The flight itself was splendid. As Grissom
became the first American to directly view the Earth from space, he
marveled at his home planet. “The view through the window became quite
spectacular as the horizon came into view,” he said in his flight report.
“The sight was truly breathtaking. The Earth was very bright, the sky
was black, and the curvature of the Earth was quite prominent.”
After landing in the water with a “mild jolt,”
Grissom was ready to press ahead with the final stage of his mission.
“I felt that I was in good condition at this point and started to
prepare myself for egress,” he said. Before firing the hatch, Grissom
was supposed to wait for a rescue helicopter to fly over, hook into the
lifting loop on top of the capsule, and raise it out of the water.
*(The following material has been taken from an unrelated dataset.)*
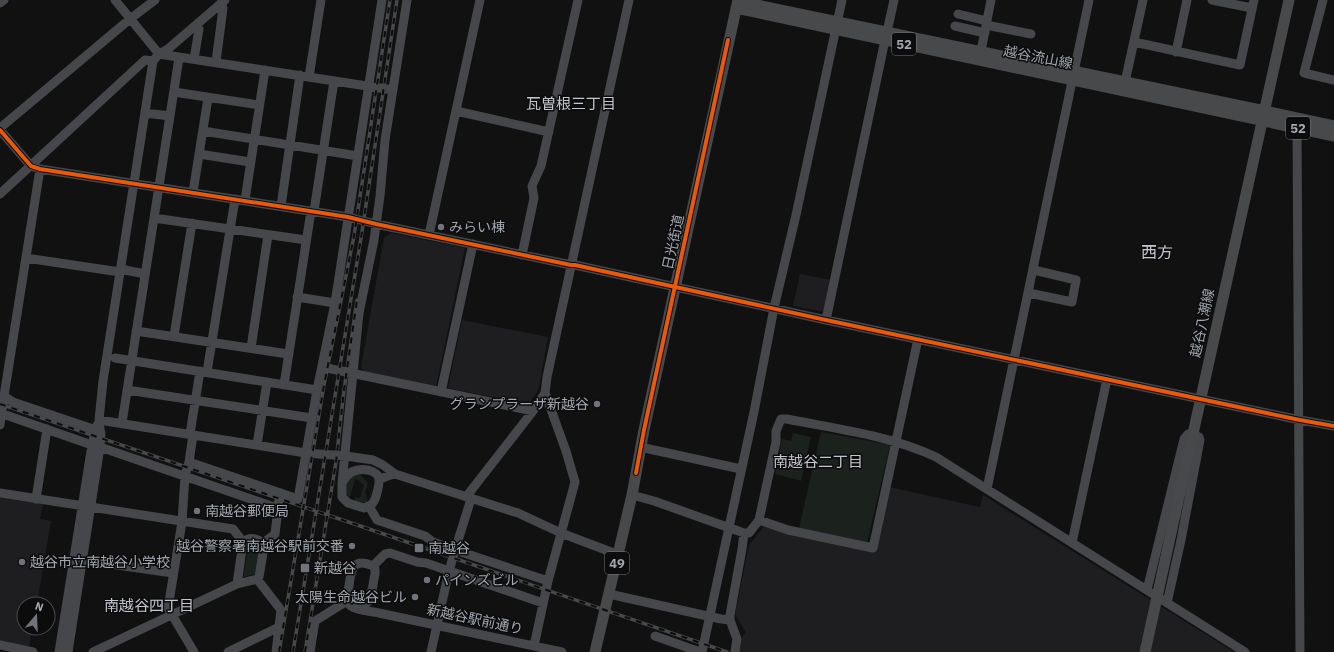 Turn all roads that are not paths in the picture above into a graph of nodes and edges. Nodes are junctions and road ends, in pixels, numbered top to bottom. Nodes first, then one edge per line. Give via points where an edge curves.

Once
clear, he was to remove the cap from the detonator, pull the safety pin,
and activate the firing mechanism. Then he could step onto the sill of
the hatch, climb into a horse collar lowered from the helicopter, and be
pulled to safety without ever getting wet.
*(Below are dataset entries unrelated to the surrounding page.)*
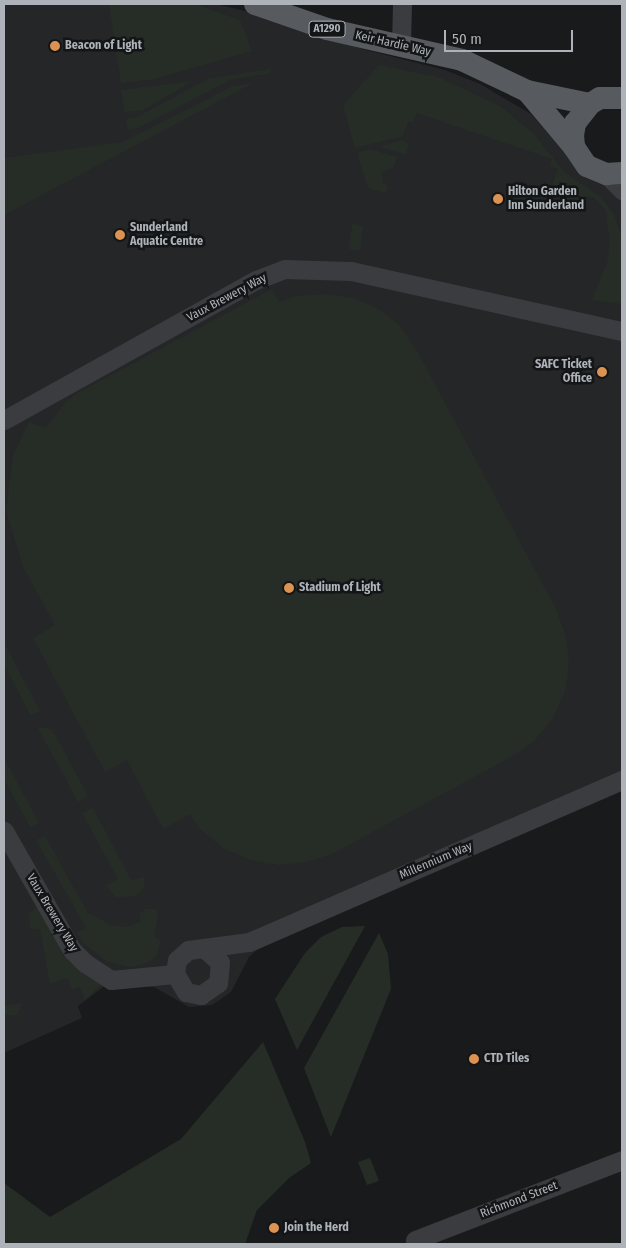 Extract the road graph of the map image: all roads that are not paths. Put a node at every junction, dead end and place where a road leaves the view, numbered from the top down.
1 (255, 4) edge
2 (402, 4) edge
3 (401, 45) junction
4 (527, 91) junction
5 (622, 98) edge
6 (590, 104) junction
7 (574, 147) junction
8 (614, 174) edge
9 (622, 190) edge
10 (621, 330) edge
11 (4, 420) edge
12 (622, 780) edge
13 (4, 831) edge
14 (249, 942) junction
15 (206, 950) junction
16 (221, 968) junction
17 (175, 974) junction
18 (622, 1160) edge
19 (415, 1240) dead end

1 - 3 main road, Keir Hardie Way / A1290
2 - 3 street
3 - 4 main road, Keir Hardie Way / A1290
4 - 6 main road, A1290
4 - 7 main road, A1290
5 - 6 main road
6 - 7 main road
7 - 8 main road
8 - 9 street
10 - 11 street, Vaux Brewery Way
12 - 14 street, Millennium Way
13 - 17 street, Vaux Brewery Way
14 - 15 street, Millennium Way
14 - 16 street, Millennium Way
15 - 16 street
15 - 17 street
16 - 17 street
18 - 19 street, Richmond Street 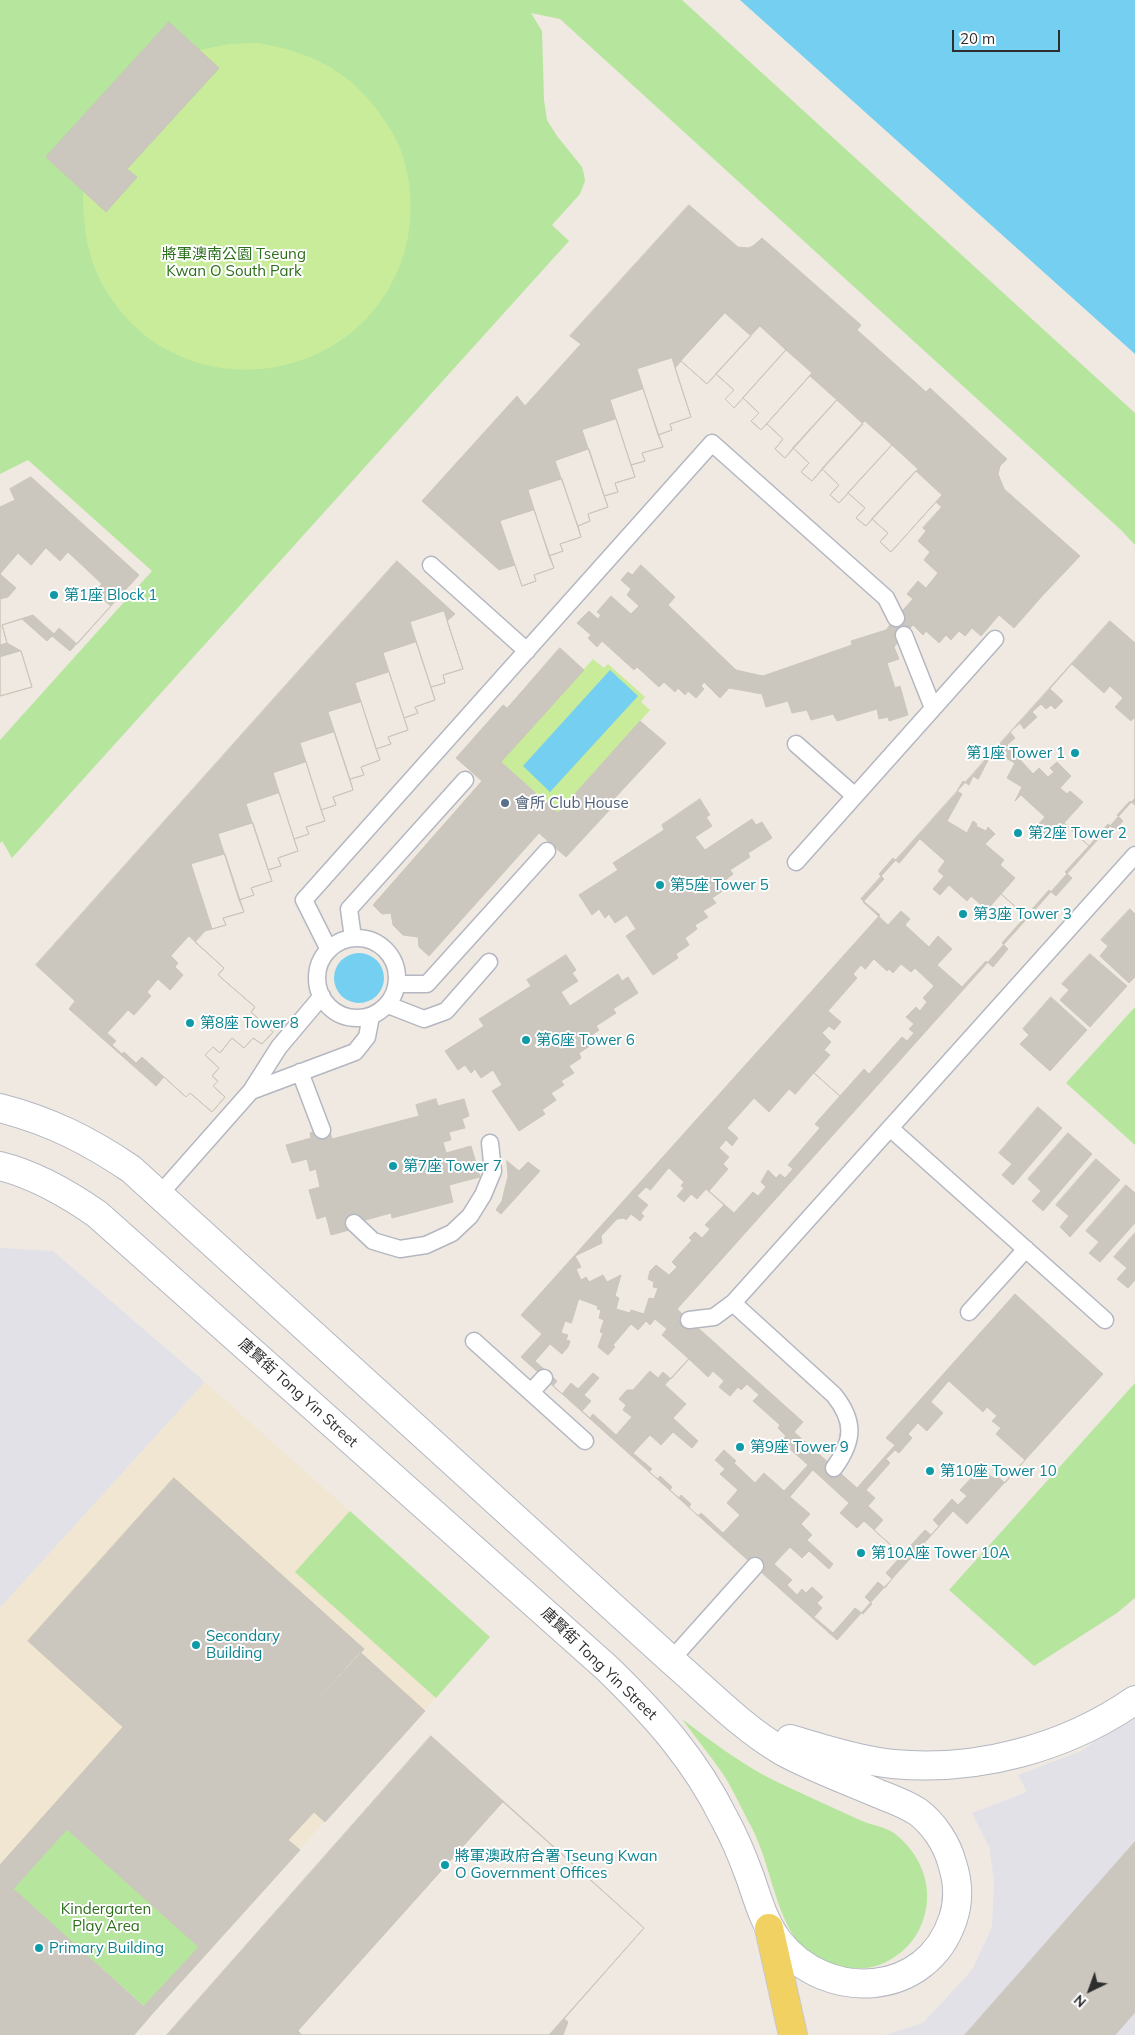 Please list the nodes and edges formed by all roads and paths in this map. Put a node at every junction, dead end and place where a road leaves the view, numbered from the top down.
1 (431, 565) dead end
2 (896, 618) dead end
3 (904, 635) dead end
4 (995, 639) dead end
5 (526, 651) junction
6 (933, 708) junction
7 (796, 744) dead end
8 (465, 780) dead end
9 (855, 796) junction
10 (547, 851) dead end
11 (1135, 854) edge
12 (796, 862) dead end
13 (353, 938) junction
14 (329, 950) junction
15 (489, 962) dead end
16 (397, 984) junction
17 (322, 996) junction
18 (388, 1005) junction
19 (371, 1016) junction
20 (300, 1072) junction
21 (251, 1091) junction
22 (0, 1108) edge
23 (890, 1128) junction
24 (322, 1130) dead end
25 (490, 1143) dead end
26 (0, 1166) edge
27 (160, 1194) junction
28 (354, 1223) dead end
29 (1026, 1249) junction
30 (733, 1303) junction
31 (969, 1312) dead end
32 (689, 1320) dead end
33 (1105, 1320) dead end
34 (474, 1342) dead end
35 (544, 1378) dead end
36 (530, 1392) junction
37 (585, 1441) dead end
38 (834, 1468) dead end
39 (755, 1566) dead end
40 (671, 1660) junction
41 (1135, 1700) edge
42 (740, 1721) junction
43 (769, 1928) junction
44 (793, 2035) edge

1 - 5 lane
2 - 5 lane
3 - 6 lane
4 - 6 lane
5 - 14 lane
6 - 9 lane
7 - 9 lane
8 - 13 lane
9 - 12 lane
10 - 16 lane
11 - 23 lane
13 - 14 lane
13 - 16 lane
14 - 17 lane
15 - 18 lane
16 - 18 lane
17 - 19 lane
17 - 21 lane
18 - 19 lane
19 - 20 lane
20 - 21 lane
20 - 24 lane
21 - 27 lane
22 - 27 street, 唐賢街 Tong Yin Street
23 - 29 lane
23 - 30 lane
25 - 28 lane
26 - 43 street, 唐賢街 Tong Yin Street
27 - 40 street, 唐賢街 Tong Yin Street
29 - 31 lane
29 - 33 lane
30 - 32 lane
30 - 38 lane
34 - 36 lane
35 - 36 lane
36 - 37 lane
39 - 40 lane
40 - 42 street, 唐賢街 Tong Yin Street
41 - 42 street, 唐賢街 Tong Yin Street
42 - 43 street, 唐賢街 Tong Yin Street
43 - 44 main road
Grissom didn’t wait for the helicopter to
arrive and hook the capsule, however. As the spacecraft bobbed in
four-foot seas, he removed the cap from the detonator and pulled the
safety pin. He did not push the plunger, which required five pounds of
force to depress, but a few moments later, the hatch blew anyway. In the
book We Seven (based
on firsthand accounts of the Mercury program from the astronauts),
Grissom wrote, “The plunger that detonates the bolts is so far out of
the way that I would have to reach for it on purpose to hit it. This I
did not do.”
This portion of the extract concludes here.